(Stored data)

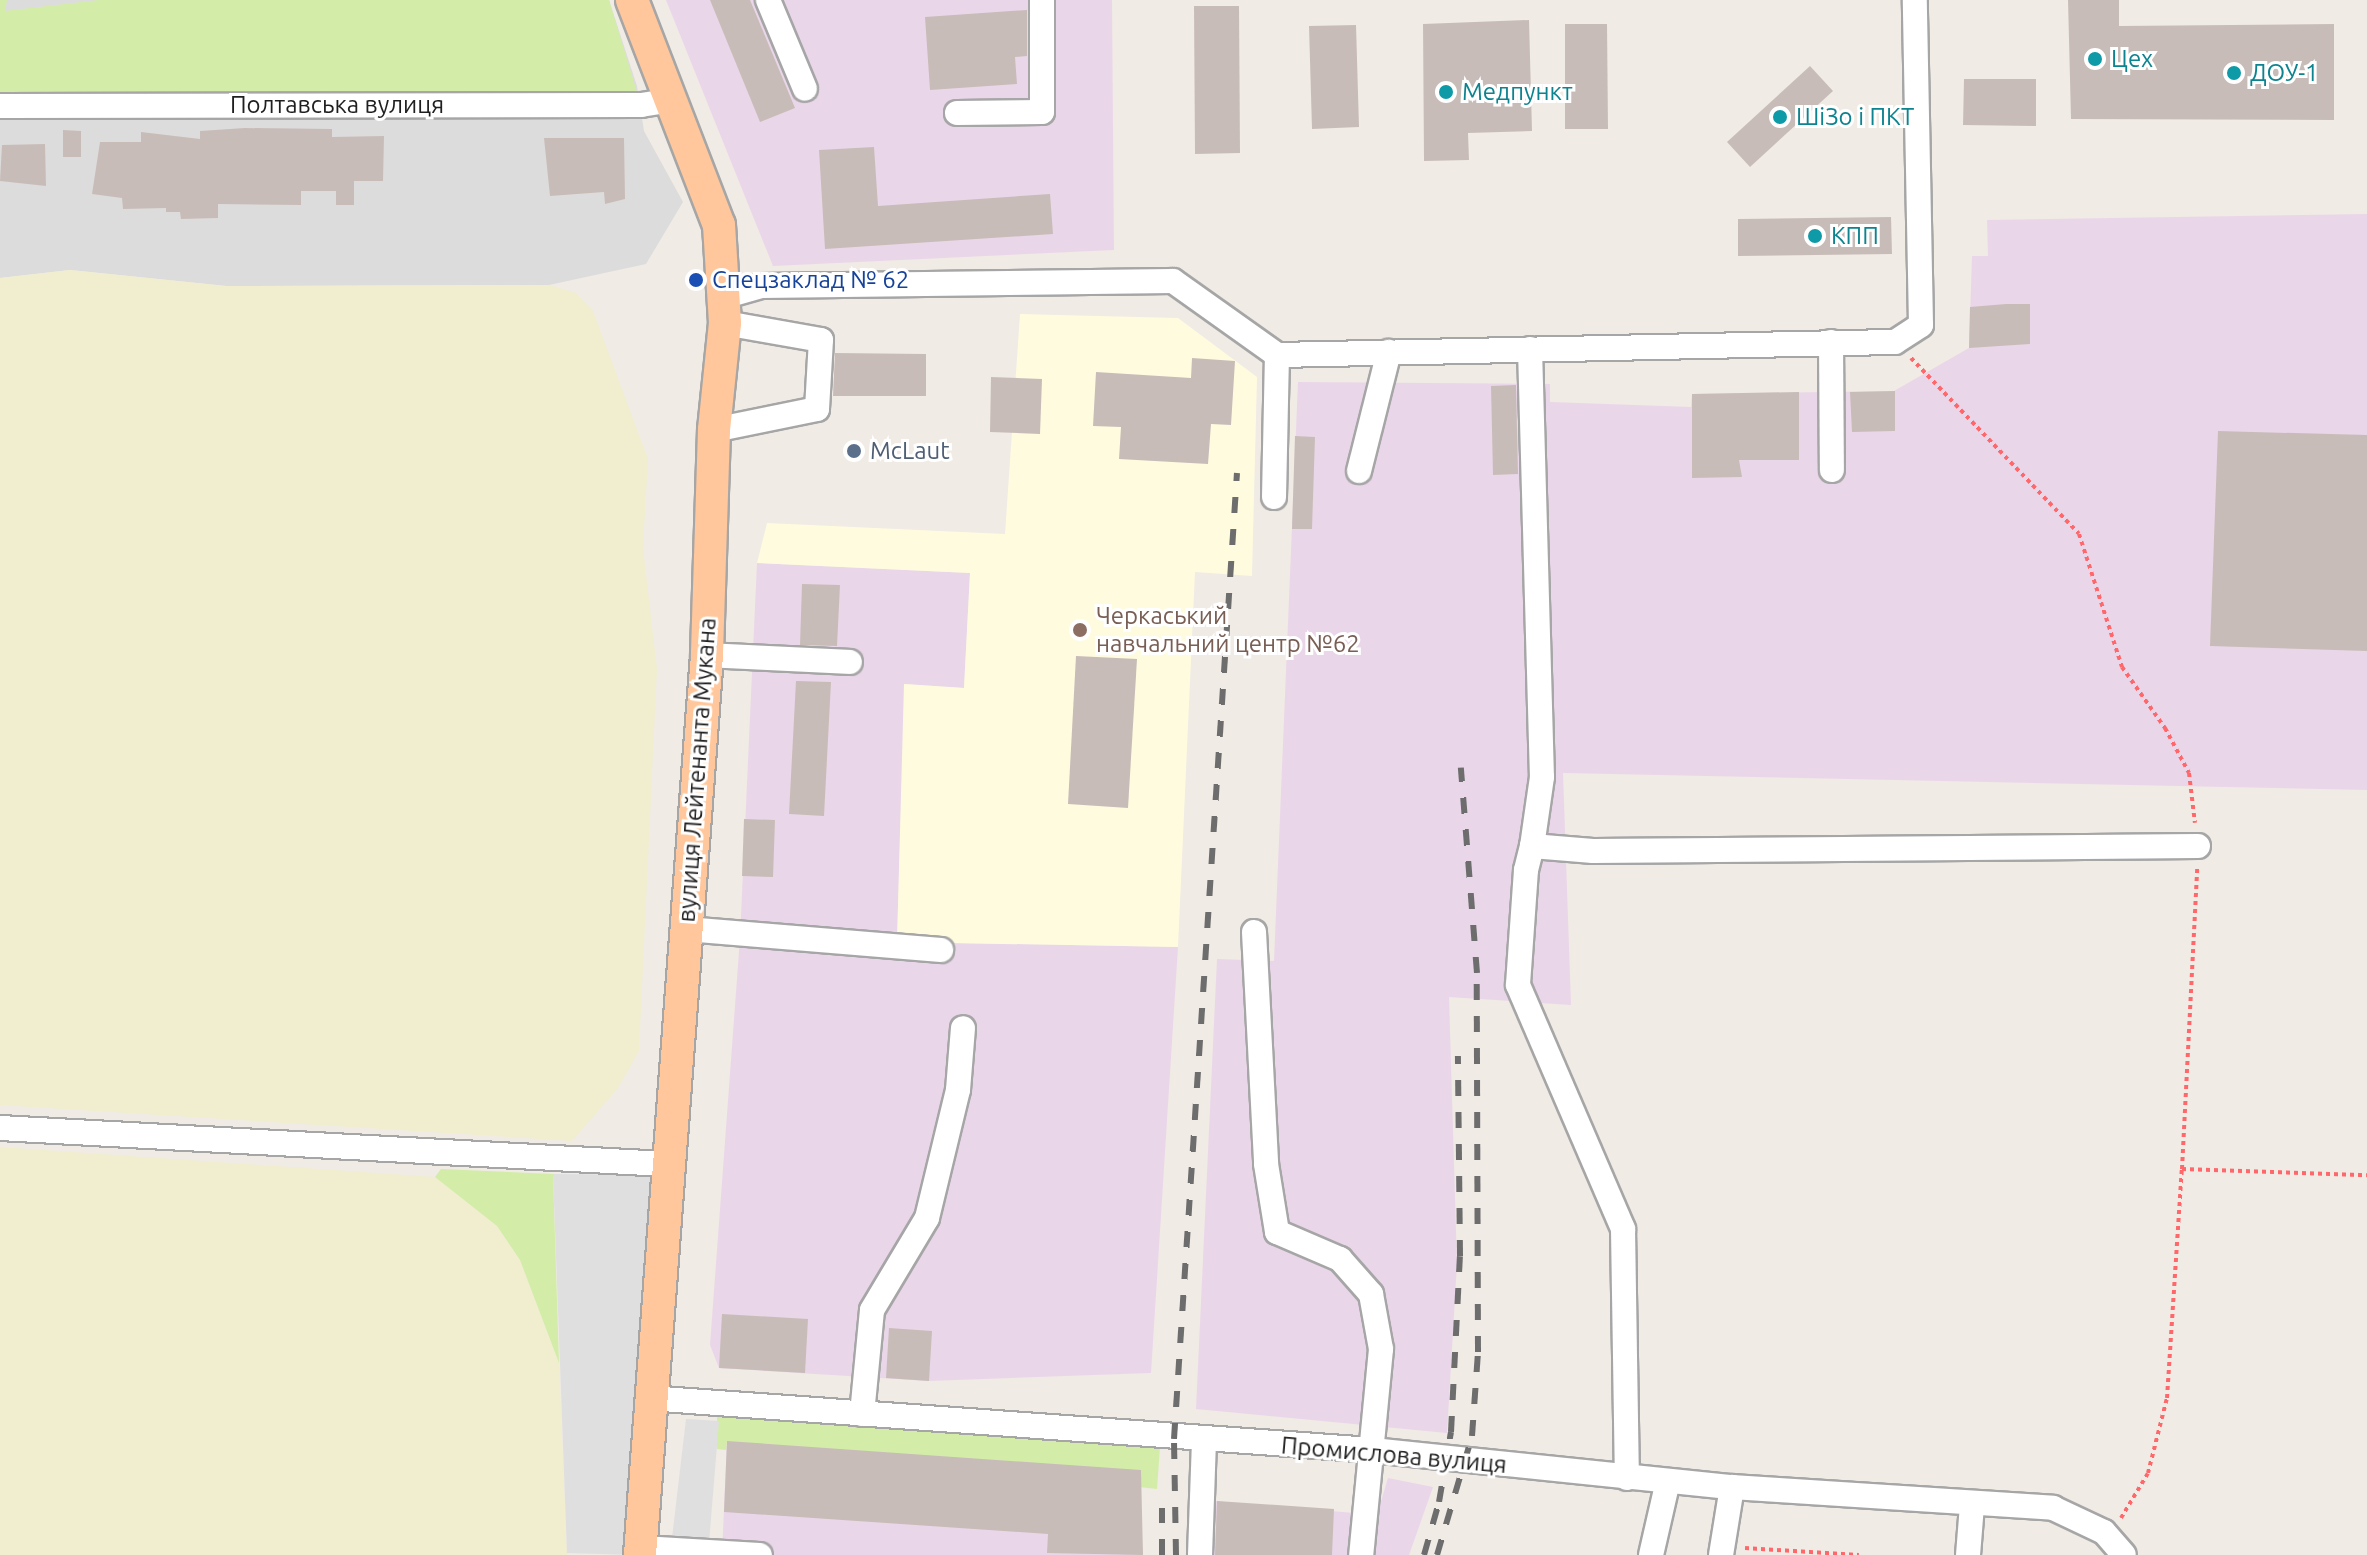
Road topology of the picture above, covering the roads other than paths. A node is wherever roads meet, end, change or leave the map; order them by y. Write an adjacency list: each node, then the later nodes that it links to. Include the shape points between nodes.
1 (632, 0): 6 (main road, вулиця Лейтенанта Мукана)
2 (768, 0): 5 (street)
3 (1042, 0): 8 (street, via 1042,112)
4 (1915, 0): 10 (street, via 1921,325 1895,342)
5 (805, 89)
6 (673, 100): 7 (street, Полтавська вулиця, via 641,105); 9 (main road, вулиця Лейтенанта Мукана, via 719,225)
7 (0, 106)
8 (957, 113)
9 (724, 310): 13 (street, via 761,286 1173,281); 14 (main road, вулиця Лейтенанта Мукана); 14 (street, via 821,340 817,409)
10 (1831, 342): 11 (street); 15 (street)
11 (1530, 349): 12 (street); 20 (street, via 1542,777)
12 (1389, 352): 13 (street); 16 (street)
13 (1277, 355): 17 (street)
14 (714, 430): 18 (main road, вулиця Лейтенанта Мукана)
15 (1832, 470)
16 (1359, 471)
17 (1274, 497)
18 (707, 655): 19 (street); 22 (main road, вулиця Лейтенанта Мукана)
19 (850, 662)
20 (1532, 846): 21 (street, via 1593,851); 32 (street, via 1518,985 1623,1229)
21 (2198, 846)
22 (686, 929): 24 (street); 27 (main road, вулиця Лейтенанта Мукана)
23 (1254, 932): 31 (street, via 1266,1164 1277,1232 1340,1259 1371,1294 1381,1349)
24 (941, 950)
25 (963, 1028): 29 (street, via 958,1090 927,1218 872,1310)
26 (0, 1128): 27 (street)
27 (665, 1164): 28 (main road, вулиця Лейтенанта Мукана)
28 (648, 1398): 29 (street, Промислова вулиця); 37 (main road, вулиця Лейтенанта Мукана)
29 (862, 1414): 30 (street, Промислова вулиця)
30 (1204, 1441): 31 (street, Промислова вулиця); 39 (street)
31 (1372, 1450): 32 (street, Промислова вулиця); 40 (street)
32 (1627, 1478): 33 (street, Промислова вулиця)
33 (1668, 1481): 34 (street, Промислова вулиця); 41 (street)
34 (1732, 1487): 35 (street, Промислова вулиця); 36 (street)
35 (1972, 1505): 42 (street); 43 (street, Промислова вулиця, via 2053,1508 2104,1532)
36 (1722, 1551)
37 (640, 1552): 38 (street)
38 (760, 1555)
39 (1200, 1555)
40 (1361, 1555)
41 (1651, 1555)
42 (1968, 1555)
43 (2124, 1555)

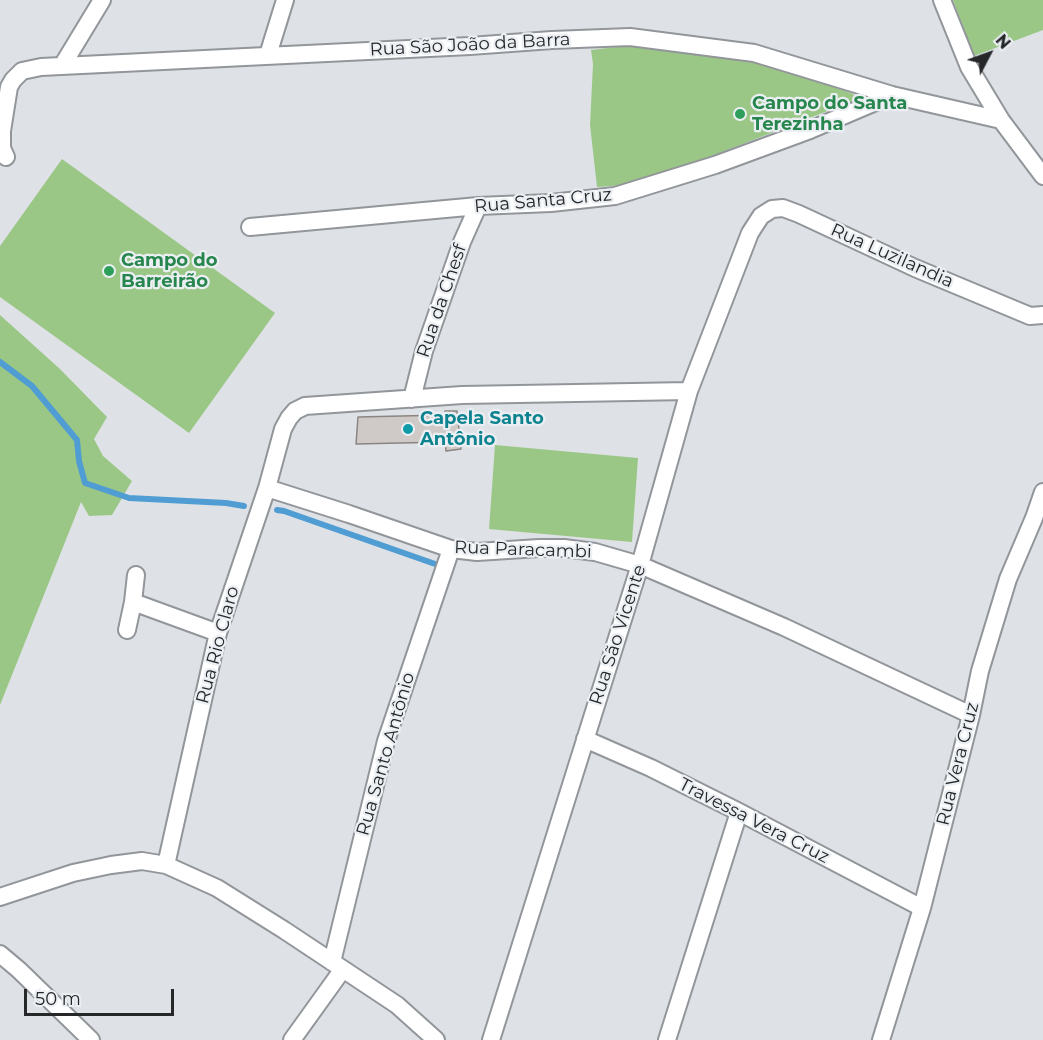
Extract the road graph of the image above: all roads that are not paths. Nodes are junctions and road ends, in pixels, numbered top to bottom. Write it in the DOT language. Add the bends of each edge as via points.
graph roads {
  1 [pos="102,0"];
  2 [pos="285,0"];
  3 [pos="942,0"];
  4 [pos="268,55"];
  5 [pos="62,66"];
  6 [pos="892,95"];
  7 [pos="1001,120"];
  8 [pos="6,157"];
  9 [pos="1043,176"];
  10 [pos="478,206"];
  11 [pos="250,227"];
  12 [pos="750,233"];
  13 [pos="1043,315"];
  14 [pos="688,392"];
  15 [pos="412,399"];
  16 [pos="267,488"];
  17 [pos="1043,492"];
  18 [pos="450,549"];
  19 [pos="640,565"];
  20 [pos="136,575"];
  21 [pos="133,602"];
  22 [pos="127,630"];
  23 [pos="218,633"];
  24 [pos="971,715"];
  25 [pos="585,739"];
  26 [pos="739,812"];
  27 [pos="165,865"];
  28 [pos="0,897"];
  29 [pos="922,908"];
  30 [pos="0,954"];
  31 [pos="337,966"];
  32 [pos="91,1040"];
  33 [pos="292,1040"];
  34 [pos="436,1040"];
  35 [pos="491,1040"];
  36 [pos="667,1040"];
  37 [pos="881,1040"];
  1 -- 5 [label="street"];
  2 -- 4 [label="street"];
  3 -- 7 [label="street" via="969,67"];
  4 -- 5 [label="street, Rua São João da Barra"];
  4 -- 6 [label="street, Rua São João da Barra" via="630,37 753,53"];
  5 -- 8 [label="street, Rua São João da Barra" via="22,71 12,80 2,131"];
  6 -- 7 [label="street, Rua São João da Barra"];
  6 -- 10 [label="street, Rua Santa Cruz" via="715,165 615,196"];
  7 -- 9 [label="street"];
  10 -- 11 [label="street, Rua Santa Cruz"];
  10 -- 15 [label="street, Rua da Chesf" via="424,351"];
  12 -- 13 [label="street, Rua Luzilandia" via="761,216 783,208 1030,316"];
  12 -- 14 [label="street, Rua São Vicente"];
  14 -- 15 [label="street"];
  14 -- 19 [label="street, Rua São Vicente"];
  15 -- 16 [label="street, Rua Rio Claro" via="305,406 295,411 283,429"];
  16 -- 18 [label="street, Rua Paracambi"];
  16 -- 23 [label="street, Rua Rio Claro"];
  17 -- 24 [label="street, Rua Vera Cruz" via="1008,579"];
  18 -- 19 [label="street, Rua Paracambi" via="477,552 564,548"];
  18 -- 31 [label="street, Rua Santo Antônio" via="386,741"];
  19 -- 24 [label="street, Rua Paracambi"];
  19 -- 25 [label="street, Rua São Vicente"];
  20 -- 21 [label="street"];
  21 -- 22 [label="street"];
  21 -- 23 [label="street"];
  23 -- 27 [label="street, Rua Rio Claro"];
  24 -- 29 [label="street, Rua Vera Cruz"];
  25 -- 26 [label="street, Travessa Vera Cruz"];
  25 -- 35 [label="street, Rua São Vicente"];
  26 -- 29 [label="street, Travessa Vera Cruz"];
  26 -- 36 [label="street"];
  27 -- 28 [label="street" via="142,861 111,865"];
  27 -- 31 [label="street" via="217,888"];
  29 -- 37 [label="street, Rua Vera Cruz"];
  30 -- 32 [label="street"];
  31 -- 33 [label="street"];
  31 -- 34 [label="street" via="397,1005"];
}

* Action item
Within the entries, find all lines that contain "Vicente" and copy each one.

* Reply to the exercise
  12 -- 14 [label="street, Rua São Vicente"];
  14 -- 19 [label="street, Rua São Vicente"];
  19 -- 25 [label="street, Rua São Vicente"];
  25 -- 35 [label="street, Rua São Vicente"];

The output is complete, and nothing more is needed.